Aim of the task | Word for word, copy out the data below, omitting pictures.
____
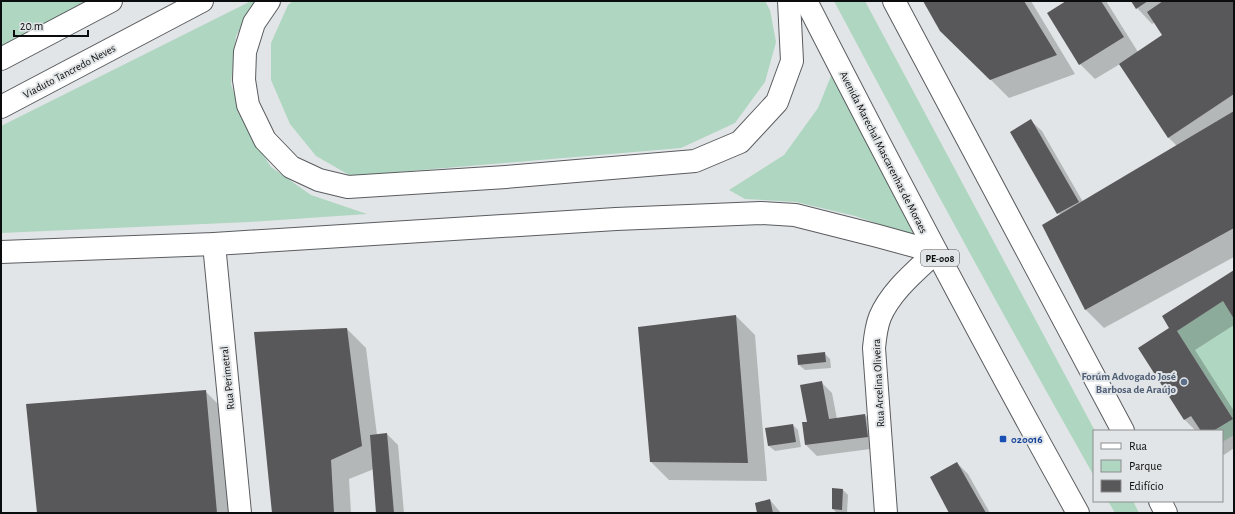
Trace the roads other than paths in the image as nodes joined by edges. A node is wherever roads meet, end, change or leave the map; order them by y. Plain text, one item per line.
1 (111, 1) edge
2 (202, 1) edge
3 (269, 1) edge
4 (789, 1) edge
5 (806, 1) edge
6 (894, 1) edge
7 (1, 59) edge
8 (1, 107) edge
9 (214, 244) junction
10 (1, 252) edge
11 (936, 252) junction
12 (1122, 430) edge
13 (1160, 502) edge
14 (240, 513) edge
15 (886, 513) edge
16 (1078, 513) edge
17 (1166, 513) edge

1 - 7 main road
2 - 8 main road, Viaduto Tancredo Neves
3 - 4 main road
5 - 11 main road, Avenida Marechal Mascarenhas de Moraes / PE-008
6 - 12 main road
9 - 10 main road
9 - 11 main road
9 - 14 main road, Rua Perimetral
11 - 15 main road, Rua Arcelina Oliveira
11 - 16 main road, Avenida Marechal Mascarenhas de Moraes / PE-008
13 - 17 main road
____
Answer below |
Trace the roads other than paths in the image as nodes joined by edges. A node is wherever roads meet, end, change or leave the map; order them by y. Plain text, one item per line.
1 (111, 1) edge
2 (202, 1) edge
3 (269, 1) edge
4 (789, 1) edge
5 (806, 1) edge
6 (894, 1) edge
7 (1, 59) edge
8 (1, 107) edge
9 (214, 244) junction
10 (1, 252) edge
11 (936, 252) junction
12 (1122, 430) edge
13 (1160, 502) edge
14 (240, 513) edge
15 (886, 513) edge
16 (1078, 513) edge
17 (1166, 513) edge

1 - 7 main road
2 - 8 main road, Viaduto Tancredo Neves
3 - 4 main road
5 - 11 main road, Avenida Marechal Mascarenhas de Moraes / PE-008
6 - 12 main road
9 - 10 main road
9 - 11 main road
9 - 14 main road, Rua Perimetral
11 - 15 main road, Rua Arcelina Oliveira
11 - 16 main road, Avenida Marechal Mascarenhas de Moraes / PE-008
13 - 17 main road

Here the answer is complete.